Quels sont les principaux besoins des producteurs et les leviers dans la nutrition azotée du blé tendre ? Quelles sont les perspectives de progrès ? Pour répondre à ces questions, Arvalis a mené cet hiver une enquête auprès des agriculteurs sur leurs pratiques de fertilisation azotée du blé. Les résultats mettent en évidence une bonne maîtrise technique, avec quelques marges de progrès, comme l’analyse Alexis Decarrier, responsable de la filière Blé tendre chez Arvalis.

Perspectives Agricoles : Quelles sont les bonnes nouvelles de cette enquête ?

Alexis Decarrier : Les résultats de l’enquête1 sont encourageants. Les agriculteurs adaptent aujourd’hui la dose d’azote aux conditions de l’année, aux parcelles et au potentiel des cultures. Le calcul de la dose est bien maîtrisé, souvent à l’aide d’outils, de bilans ou de l’accompagnement d’un technicien. L’utilisation des analyses de reliquat en sortie d’hiver et des produits organiques est également répandue.
Autre point positif : le fractionnement des apports est désormais bien intégré. Les agriculteurs réalisent 3, voire 4 apports et connaissent les stades clés pour optimiser l’efficacité de l’azote.
Le choix des formes d’azote est réfléchi et raisonné. Les agriculteurs prennent en compte les avantages et limites de chaque forme azotée et ajustent leur stratégie selon la performance, le coût, les équipements disponibles et les contraintes logistiques. Les itinéraires techniques s’adaptent ainsi pour maîtriser les coûts et le temps de travail, avec un développement notable de la modulation intra-parcellaire.

« Les pratiques évoluent encore pour mieux valoriser ces apports, en tenant compte de la variabilité clima­tique et en affinant les repères.»

PA : Alors, tout va bien ?

A. D. : Les producteurs ont cité fréquemment plusieurs difficultés comme le prix élevés des engrais, les contraintes réglementaires et l’organisation du travail.
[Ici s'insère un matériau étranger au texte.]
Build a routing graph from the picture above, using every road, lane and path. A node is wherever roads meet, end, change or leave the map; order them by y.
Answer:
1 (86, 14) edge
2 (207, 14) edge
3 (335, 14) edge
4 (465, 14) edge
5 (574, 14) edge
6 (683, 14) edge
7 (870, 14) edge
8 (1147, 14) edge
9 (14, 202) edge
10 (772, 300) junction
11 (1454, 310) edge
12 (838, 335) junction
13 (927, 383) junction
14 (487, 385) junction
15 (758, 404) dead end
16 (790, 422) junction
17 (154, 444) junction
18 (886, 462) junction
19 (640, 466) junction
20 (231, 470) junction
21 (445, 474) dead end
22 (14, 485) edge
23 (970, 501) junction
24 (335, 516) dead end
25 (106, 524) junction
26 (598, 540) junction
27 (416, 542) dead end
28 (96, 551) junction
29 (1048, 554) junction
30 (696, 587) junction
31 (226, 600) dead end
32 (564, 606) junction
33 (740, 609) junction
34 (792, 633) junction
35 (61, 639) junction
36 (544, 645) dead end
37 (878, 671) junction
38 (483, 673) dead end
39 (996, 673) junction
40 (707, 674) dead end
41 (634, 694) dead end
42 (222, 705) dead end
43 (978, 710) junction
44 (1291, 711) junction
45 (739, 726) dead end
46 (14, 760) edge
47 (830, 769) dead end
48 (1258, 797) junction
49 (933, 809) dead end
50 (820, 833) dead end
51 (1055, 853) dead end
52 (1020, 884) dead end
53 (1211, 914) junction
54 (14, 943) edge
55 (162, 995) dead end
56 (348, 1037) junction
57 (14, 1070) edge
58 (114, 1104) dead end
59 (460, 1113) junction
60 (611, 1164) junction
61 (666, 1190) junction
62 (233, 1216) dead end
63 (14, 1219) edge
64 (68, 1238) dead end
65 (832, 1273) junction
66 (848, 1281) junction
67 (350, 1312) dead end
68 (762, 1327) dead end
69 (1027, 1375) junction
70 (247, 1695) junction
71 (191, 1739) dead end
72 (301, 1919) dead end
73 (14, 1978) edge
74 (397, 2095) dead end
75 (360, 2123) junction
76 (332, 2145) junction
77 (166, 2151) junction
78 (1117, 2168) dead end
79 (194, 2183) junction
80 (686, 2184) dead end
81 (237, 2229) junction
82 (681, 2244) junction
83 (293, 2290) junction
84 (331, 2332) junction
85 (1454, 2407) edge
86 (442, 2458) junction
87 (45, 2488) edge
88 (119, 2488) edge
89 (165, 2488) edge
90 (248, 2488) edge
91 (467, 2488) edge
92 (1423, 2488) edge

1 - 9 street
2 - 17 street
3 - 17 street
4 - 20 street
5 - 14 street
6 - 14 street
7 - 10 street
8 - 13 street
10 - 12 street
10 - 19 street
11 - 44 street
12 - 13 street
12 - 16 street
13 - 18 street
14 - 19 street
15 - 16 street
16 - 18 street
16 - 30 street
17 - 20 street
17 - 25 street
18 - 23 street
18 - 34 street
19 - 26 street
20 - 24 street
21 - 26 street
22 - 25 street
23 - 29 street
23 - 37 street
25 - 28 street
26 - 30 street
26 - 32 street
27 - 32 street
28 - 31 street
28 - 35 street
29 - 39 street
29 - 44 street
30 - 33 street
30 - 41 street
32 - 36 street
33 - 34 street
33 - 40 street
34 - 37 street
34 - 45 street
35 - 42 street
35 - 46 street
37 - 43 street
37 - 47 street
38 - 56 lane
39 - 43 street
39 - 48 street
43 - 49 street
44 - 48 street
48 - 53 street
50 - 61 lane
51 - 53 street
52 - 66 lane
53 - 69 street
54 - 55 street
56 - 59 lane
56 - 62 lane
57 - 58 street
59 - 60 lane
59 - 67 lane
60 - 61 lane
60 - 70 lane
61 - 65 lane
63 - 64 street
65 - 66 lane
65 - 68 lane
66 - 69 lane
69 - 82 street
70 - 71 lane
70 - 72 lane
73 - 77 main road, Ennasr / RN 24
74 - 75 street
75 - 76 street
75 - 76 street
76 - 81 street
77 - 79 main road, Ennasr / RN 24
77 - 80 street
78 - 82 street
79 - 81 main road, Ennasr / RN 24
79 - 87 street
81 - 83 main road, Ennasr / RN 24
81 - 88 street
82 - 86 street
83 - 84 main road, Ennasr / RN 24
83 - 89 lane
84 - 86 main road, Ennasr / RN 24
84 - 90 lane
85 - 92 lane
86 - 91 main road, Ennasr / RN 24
Des marges de progrès subsistent. L’optimisation du dernier apport reste délicate, en particulier en cas de printemps très sec ou très humide. La R&D se poursuit encore sur ces aspects pour mieux valoriser ces apports, en tenant compte de la variabilité climatique et en affinant les repères pour leur efficacité.

PA : Quelles autres pistes de travail ont été identifiées ?

A. D. : Sur le plan de la qualité protéique, il est nécessaire de renforcer la pédagogie sur les besoins des cultures et l’importance de positionner certains apports à la fin de la montaison selon la variété.
Les OAD jouent un rôle clé dans l’optimisation des apports. Leur utilisation progresse, mais certains freins demeurent : conseils parfois tardifs, possibilité limitée de corriger les doses, ou complexité des outils. Les nouveaux outils comme Ferti-Adapt CHN visent à lever ces freins en permettant un ajustement dès le début du cycle et en diffusant des recommandations en continu.
L’accent est mis sur l’accompagnement et le transfert des bonnes pratiques, notamment pour le dernier apport, la fertilisation azotée sur sols complexes et les apports tardifs. Ces thématiques seront au cœur des travaux et échanges prévus dans les forums « Blé tendre ».

1.Enquête réalisée en ligne entre septembre et décembre 2025, à laquelle ont répondu 778 agriculteurs.